Is the Feynman Technique better than practice questions for exam preparation? Neither is universally better -- they address different needs. The Feynman Technique produces deep conceptual understanding. Practice questions train application and exam-format familiarity. Both are necessary for optimal exam preparation. Use teach-back for domains where your conceptual understanding is shallow; use practice questions for application and timing practice.
References
- Chi, M.T.H., de Leeuw, N., Chiu, M.H., & LaVancher, C. (1994). Eliciting self-explanations improves understanding. Cognitive Science, 18(3), 439-477.
- Chi, M.T.H., Bassok, M., Lewis, M.W., Reimann, P., & Glaser, R. (1989). Self-explanations: How students study and use examples in learning to solve problems. Cognitive Science, 13(2), 145-182.

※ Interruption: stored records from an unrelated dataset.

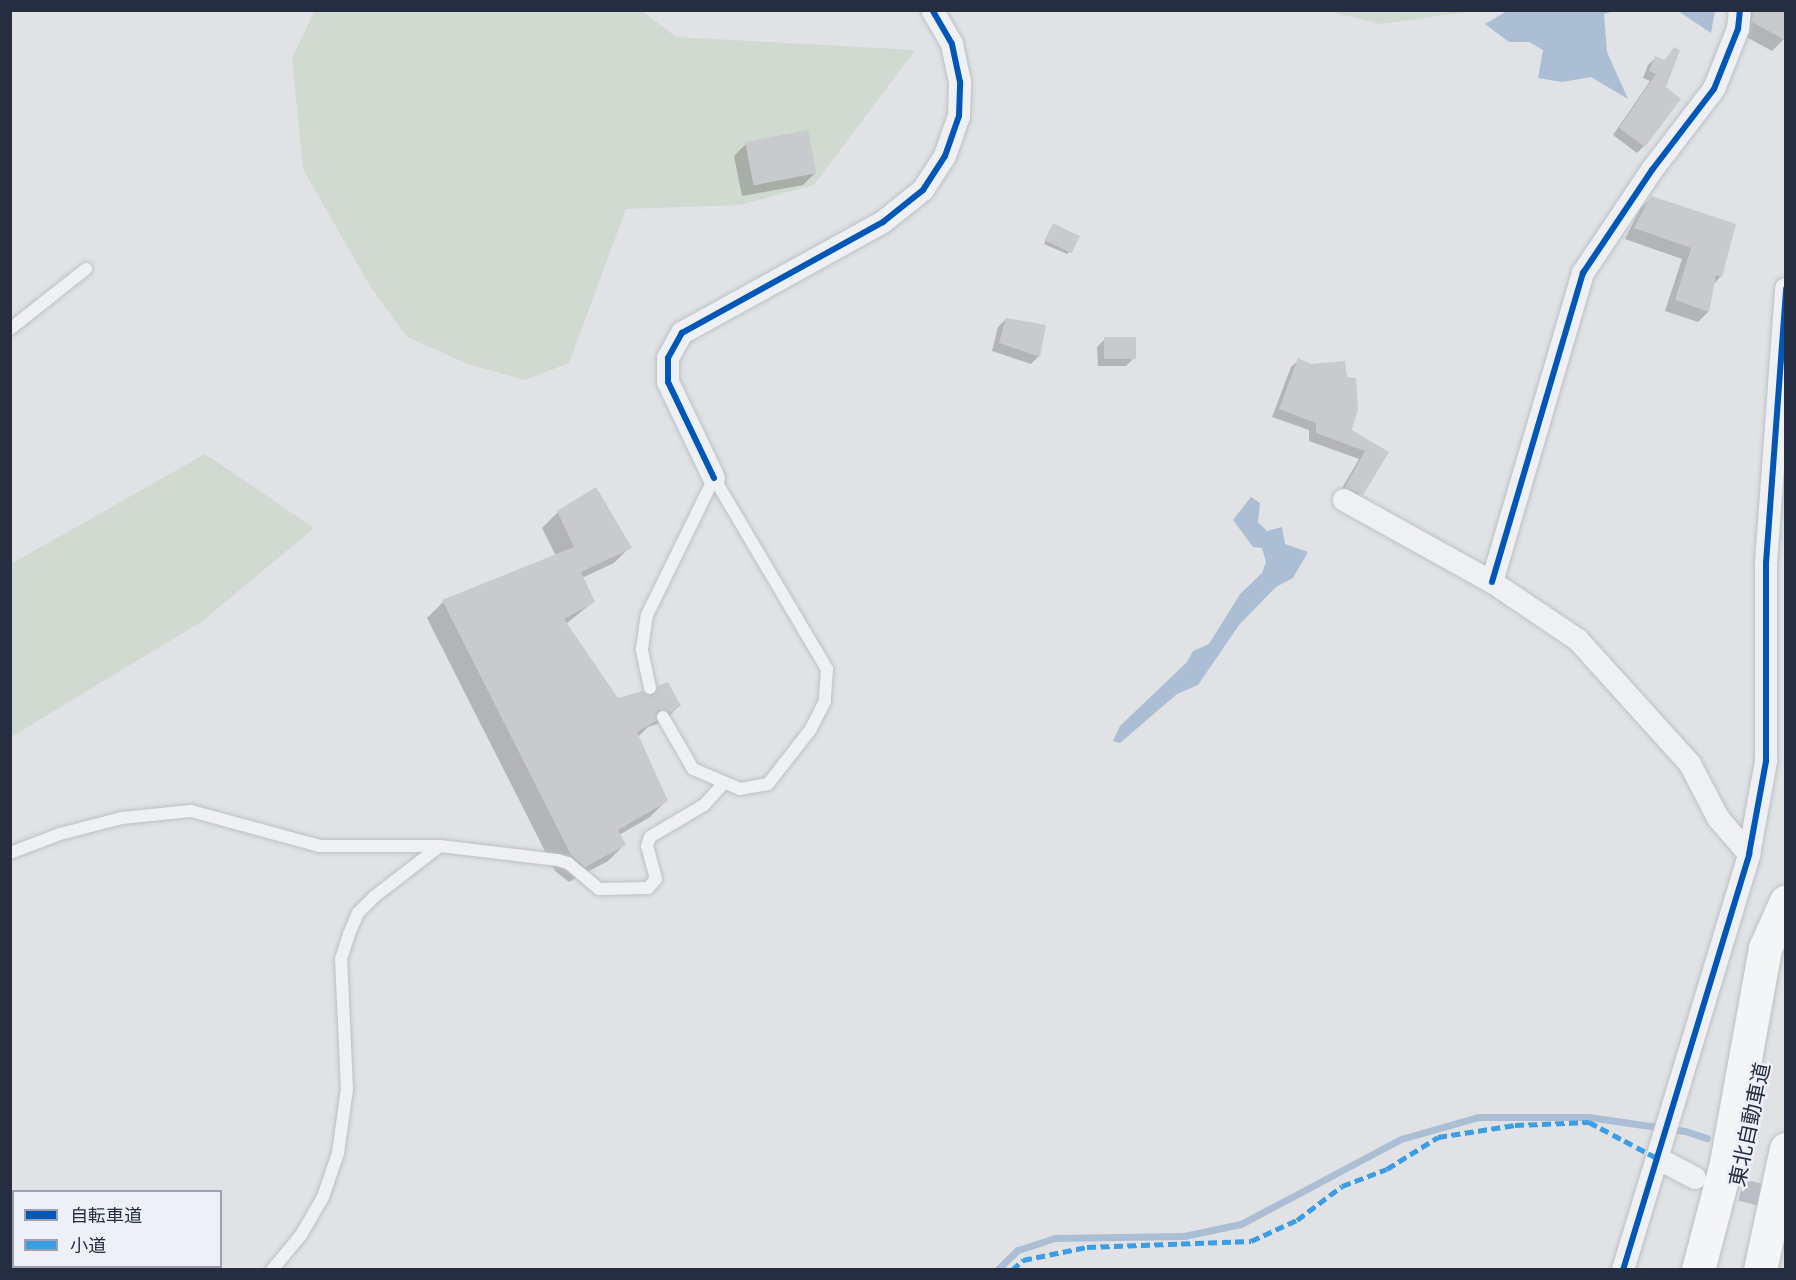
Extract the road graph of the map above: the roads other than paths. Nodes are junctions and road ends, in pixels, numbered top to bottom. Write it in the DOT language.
graph roads {
  1 [pos="932,10"];
  2 [pos="1740,10"];
  3 [pos="86,269"];
  4 [pos="1785,289"];
  5 [pos="10,329"];
  6 [pos="714,478"];
  7 [pos="1344,500"];
  8 [pos="1492,582"];
  9 [pos="650,688"];
  10 [pos="663,717"];
  11 [pos="723,784"];
  12 [pos="440,846"];
  13 [pos="10,853"];
  14 [pos="1749,854"];
  15 [pos="1785,901"];
  16 [pos="1785,945"];
  17 [pos="1785,1149"];
  18 [pos="1657,1158"];
  19 [pos="1695,1178"];
  20 [pos="272,1269"];
  21 [pos="1623,1269"];
  22 [pos="1698,1269"];
  23 [pos="1721,1269"];
  24 [pos="1760,1269"];
  1 -- 6 [label="street"];
  2 -- 8 [label="street"];
  3 -- 5 [label="lane"];
  4 -- 14 [label="street"];
  6 -- 9 [label="lane"];
  6 -- 11 [label="lane"];
  7 -- 8 [label="street"];
  8 -- 14 [label="street"];
  10 -- 11 [label="lane"];
  11 -- 12 [label="lane"];
  12 -- 13 [label="lane"];
  12 -- 20 [label="lane"];
  14 -- 18 [label="street"];
  15 -- 22 [label="highway"];
  16 -- 23 [label="highway, 東北自動車道"];
  17 -- 24 [label="highway, 東北自動車道"];
  18 -- 19 [label="street"];
  18 -- 21 [label="street"];
}
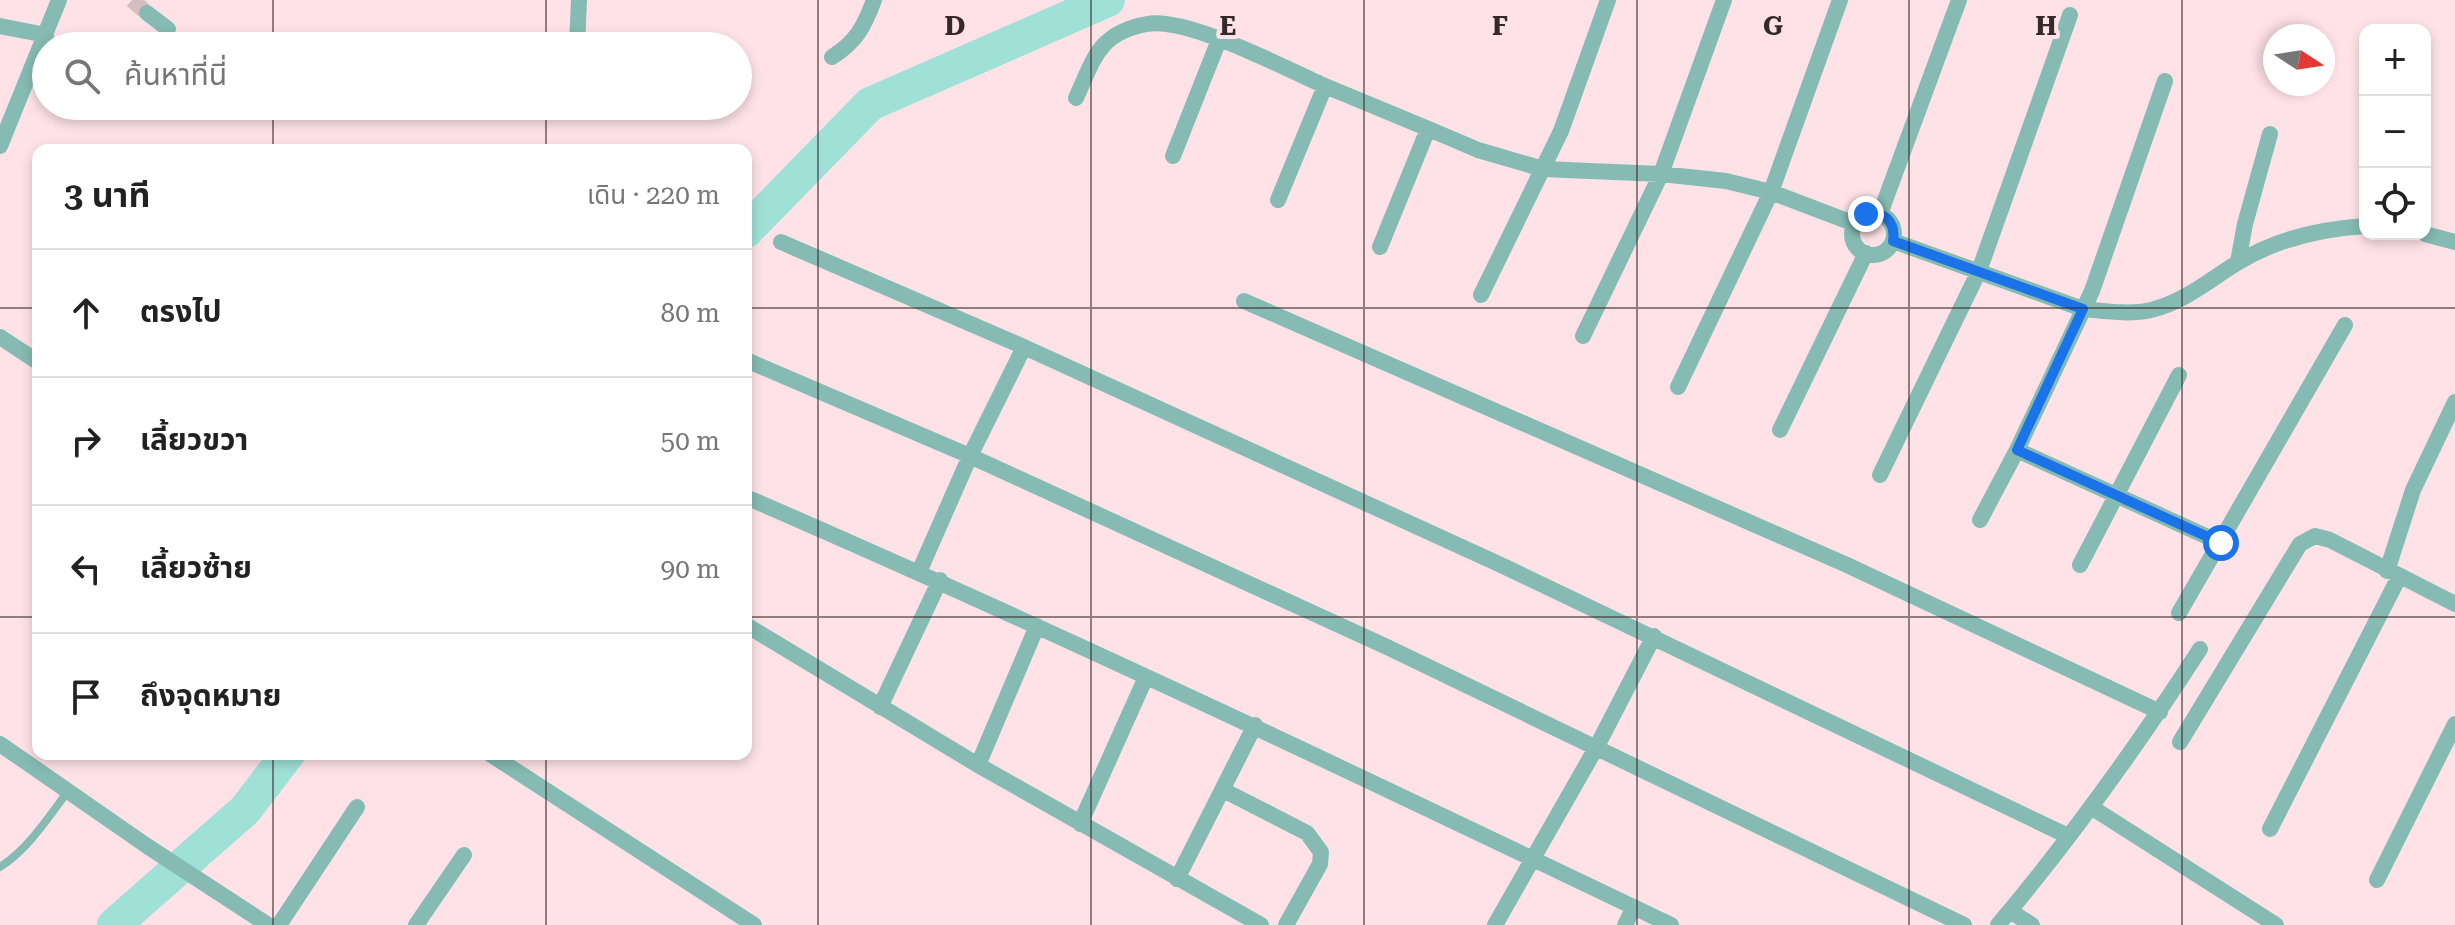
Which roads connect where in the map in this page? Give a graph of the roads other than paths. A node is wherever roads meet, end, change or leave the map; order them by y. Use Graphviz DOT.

- Biswas, G., Leelawong, K., Schwartz, D., Vye, N., & The Teachable Agents Group at Vanderbilt. (2005). Learning by teaching: A new agent paradigm for educational software. Applied Artificial Intelligence, 19(3-4), 363-392.
- Fiorella, L., & Mayer, R.E. (2013). The relative benefits of learning by teaching and teaching expectancy. Contemporary Educational Psychology, 38(4), 281-288.
- Feynman, R.P. (1985). Surely you're joking, Mr. Feynman!: Adventures of a curious character. W.W. Norton & Company.
- Roscoe, R.D., & Chi, M.T.H. (2007). Understanding tutor learning: Knowledge-building and knowledge-telling in peer tutors' explanations and questions. Review of Educational Research, 77(4), 534-574.